• The monoclonal antibody mAb Das-1 has been shown to react with a colonic epitope that is expressed in Barrett’s Esophagus. Recent work has shown that it may be able to detect the changes of Barrett’s Esophagus before it is histologically evident. In
  

We propose to study prospectively 68 patients who have been identified as positive with mAb DAS-1 immunostaining without histological evidence of specialized columnar epithelium (“True Barrett’s” epithelium) during routine endoscopy for dyspepsia or GERD symptoms. These patients have been studied for initial screening for antibody staining under IRB protocol #1698. This number is based on the statistical analysis by Fisher’s exact test and has 90% power to detect a 30% negativity (mAb Das-1 positive to negative) at a p<0.05 level. During participation in IRB Protocol #1698, initial biopsy specimens were taken at:

• the squamo-columnar junction (at least 2 sites - 12 o’clock and 6 o’clock positions and any other area with mucosal “tongues” of columnar epithelium),
• one from squamous epithelium at the distal esophagus to seek for the presence of esophagitis,
• one from antrum for the presence or absence of intestinal metaplasia of the stomach,
• and one from the gastric cardia.

Following endoscopy and participation in IRB Protocol #1698, for the symptomatic patients who are not taking any proton pump inhibitor, an H2 blocker, Ranitidine (ZantacÒ) 150 mg twice daily, will be started while the biopsy is being analyzed for histology and immunocytochemical stainings. This is usually completed within 2 weeks. Patients who showed positive reactivity in at least one biopsy sample taken during participation in Protocol #1698 with mAb Das-1 will be included in this study. Patients who have been taking a proton pump inhibitor (PPI) for longer than 3 months preceeding study entry are not eligible to participate in this study. Patients who have been taking proton pump inhibitors for 3 months or less at the time of the endoscopy and biopsy screening for mAb Das-1, may participate in this study 4 weeks after discontinuing the PPI (i.e., a 4 week washout period).

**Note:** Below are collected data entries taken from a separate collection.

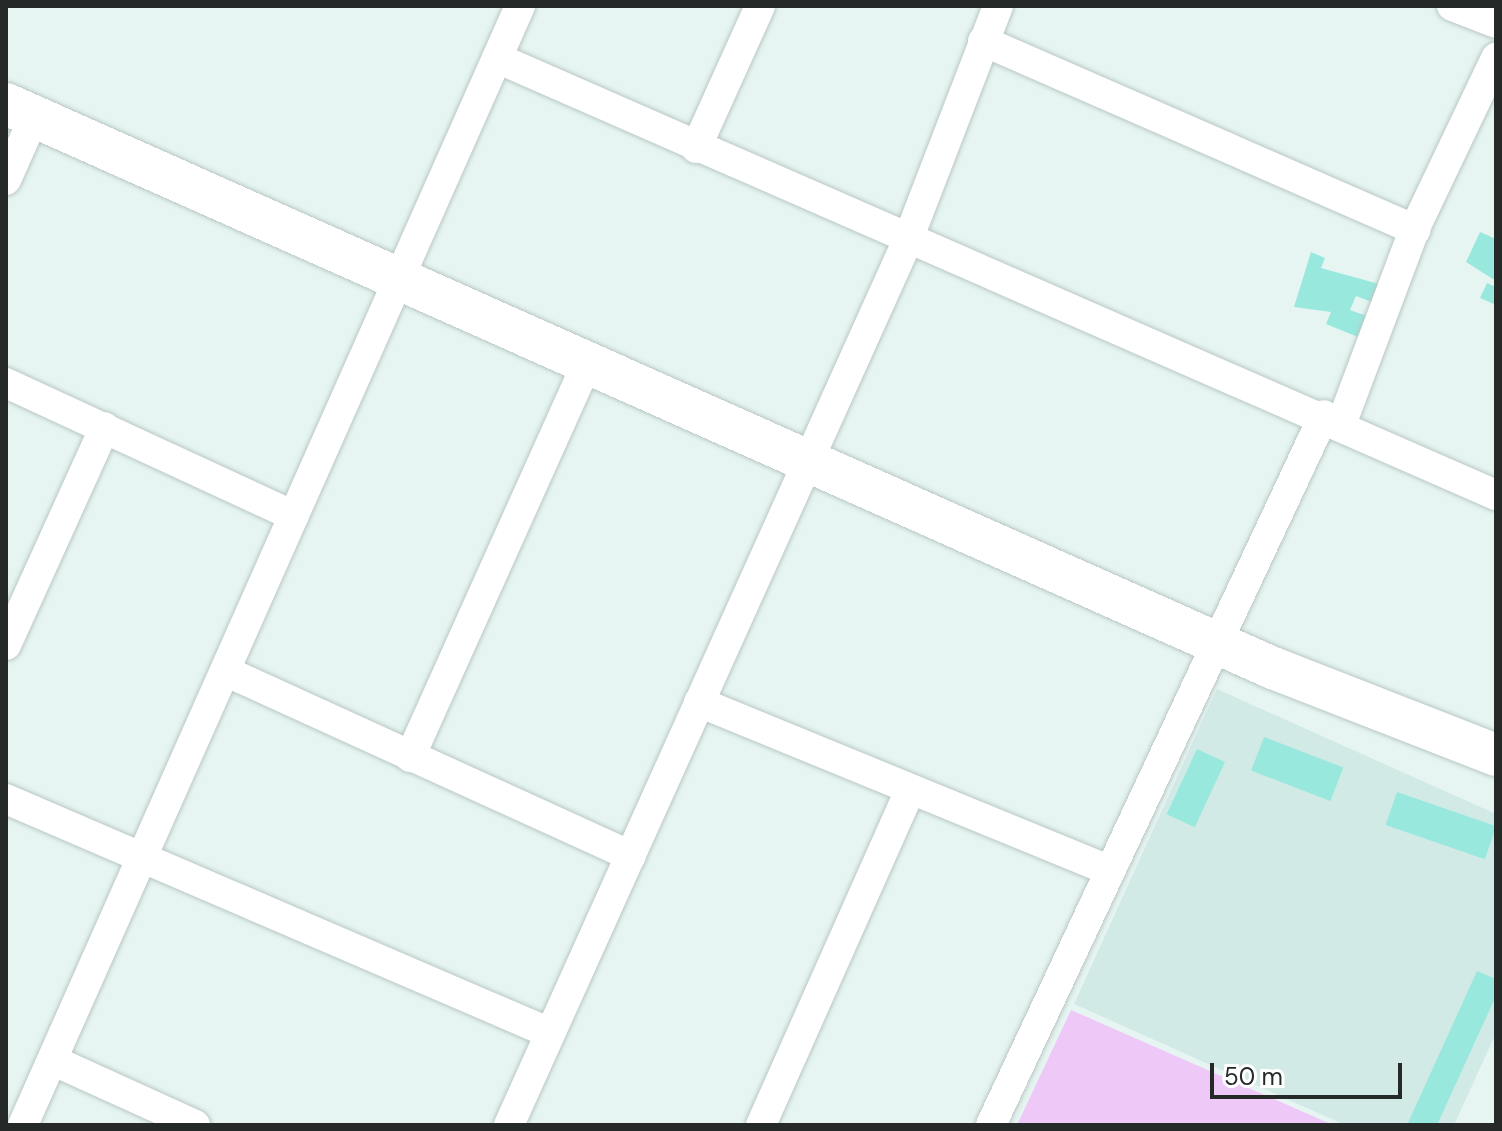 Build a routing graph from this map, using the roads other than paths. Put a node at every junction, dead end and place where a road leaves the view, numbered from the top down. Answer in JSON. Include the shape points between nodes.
{"nodes":[{"id":1,"x":520,"y":6,"type":"edge"},
{"id":2,"x":760,"y":6,"type":"edge"},
{"id":3,"x":998,"y":6,"type":"edge"},
{"id":4,"x":1452,"y":6,"type":"edge"},
{"id":5,"x":1496,"y":23,"type":"edge"},
{"id":6,"x":983,"y":41,"type":"junction"},
{"id":7,"x":497,"y":58,"type":"junction"},
{"id":8,"x":1496,"y":58,"type":"edge"},
{"id":9,"x":20,"y":110,"type":"edge"},
{"id":10,"x":696,"y":148,"type":"junction"},
{"id":11,"x":6,"y":180,"type":"edge"},
{"id":12,"x":1415,"y":230,"type":"junction"},
{"id":13,"x":907,"y":242,"type":"junction"},
{"id":14,"x":400,"y":280,"type":"junction"},
{"id":15,"x":587,"y":363,"type":"junction"},
{"id":16,"x":6,"y":383,"type":"edge"},
{"id":17,"x":1333,"y":419,"type":"junction"},
{"id":18,"x":105,"y":427,"type":"junction"},
{"id":19,"x":809,"y":461,"type":"junction"},
{"id":20,"x":1496,"y":495,"type":"edge"},
{"id":21,"x":294,"y":516,"type":"junction"},
{"id":22,"x":9,"y":630,"type":"edge"},
{"id":23,"x":1217,"y":638,"type":"junction"},
{"id":24,"x":225,"y":671,"type":"junction"},
{"id":25,"x":699,"y":702,"type":"junction"},
{"id":26,"x":1496,"y":755,"type":"edge"},
{"id":27,"x":410,"y":757,"type":"junction"},
{"id":28,"x":910,"y":791,"type":"junction"},
{"id":29,"x":6,"y":799,"type":"edge"},
{"id":30,"x":147,"y":855,"type":"junction"},
{"id":31,"x":631,"y":856,"type":"junction"},
{"id":32,"x":1109,"y":870,"type":"junction"},
{"id":33,"x":550,"y":1033,"type":"junction"},
{"id":34,"x":52,"y":1060,"type":"junction"},
{"id":35,"x":23,"y":1125,"type":"edge"},
{"id":36,"x":195,"y":1125,"type":"edge"},
{"id":37,"x":509,"y":1125,"type":"edge"},
{"id":38,"x":761,"y":1125,"type":"edge"},
{"id":39,"x":991,"y":1125,"type":"edge"}],
"edges":[{"from":1,"to":7,"type":"street"},
{"from":2,"to":10,"type":"street"},
{"from":3,"to":6,"type":"street"},
{"from":4,"to":5,"type":"street"},
{"from":6,"to":12,"type":"street"},
{"from":6,"to":13,"type":"street"},
{"from":7,"to":10,"type":"street"},
{"from":7,"to":14,"type":"street"},
{"from":8,"to":12,"type":"street"},
{"from":9,"to":11,"type":"street"},
{"from":9,"to":14,"type":"main road"},
{"from":10,"to":13,"type":"street"},
{"from":12,"to":17,"type":"street"},
{"from":13,"to":17,"type":"street"},
{"from":13,"to":19,"type":"street"},
{"from":14,"to":15,"type":"main road"},
{"from":14,"to":21,"type":"street"},
{"from":15,"to":19,"type":"main road"},
{"from":15,"to":27,"type":"street"},
{"from":16,"to":18,"type":"street"},
{"from":17,"to":20,"type":"street"},
{"from":17,"to":23,"type":"street"},
{"from":18,"to":21,"type":"street"},
{"from":18,"to":22,"type":"street"},
{"from":19,"to":23,"type":"main road"},
{"from":19,"to":25,"type":"street"},
{"from":21,"to":24,"type":"street"},
{"from":23,"to":26,"type":"main road"},
{"from":23,"to":32,"type":"street"},
{"from":24,"to":27,"type":"street"},
{"from":24,"to":30,"type":"street"},
{"from":25,"to":28,"type":"street"},
{"from":25,"to":31,"type":"street"},
{"from":27,"to":31,"type":"street"},
{"from":28,"to":32,"type":"street"},
{"from":28,"to":38,"type":"street"},
{"from":29,"to":30,"type":"street"},
{"from":30,"to":33,"type":"street"},
{"from":30,"to":34,"type":"street"},
{"from":31,"to":33,"type":"street"},
{"from":32,"to":39,"type":"street"},
{"from":33,"to":37,"type":"street"},
{"from":34,"to":35,"type":"street"},
{"from":34,"to":36,"type":"street"}]}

Patients will be randomized in a double-blinded fashion to receive either Pantoprazole, 40 mg twice daily (34 patients), or continued on Ranitidine, 150 mg twice daily (34 patients) for a total period of 6 months. Pantoprazole and Ranitidine will be provided by Wyeth and the code will be kept by the pharmacy department at The Cancer Institute of New Jersey. The drugs will be provided free of cost to the patients for the entire period. Patients will be followed as out-patients at three-month intervals up to 6 months. Patients will be advised to return any unused capsules during the follow-up visits. The number of unused capsules as well as review of the patient’s medication diary will allow assessment of non-compliance. Patients must be at least 75% compliant to remain on the study. If any patient complains of persistent symptoms, an effort will be made to provide relief with antacids, as much as needed. However, if the patient is still symptomatic, they will be taken off the study and unblinded. If the patient is on Ranitidine they will be switched to open label Pantoprazole and will be followed and further treated in a routine manner. If the patient is taking Pantoprazole, pH monitoring to document acid reflux and planning of further management will be determined.

All patients will have a follow-up endoscopy at 6 months, with no cost to the patient. This cost will be born by the grant received by Dr. Das. Additional endoscopy will be performed at 12 months and 24 months, which is the current “standard care” procedure for surveillance in such patients. Follow-up biopsy specimens will be taken the same way as the initial specimens and processed to see any changes in histology and mAb Das-1 reactivity.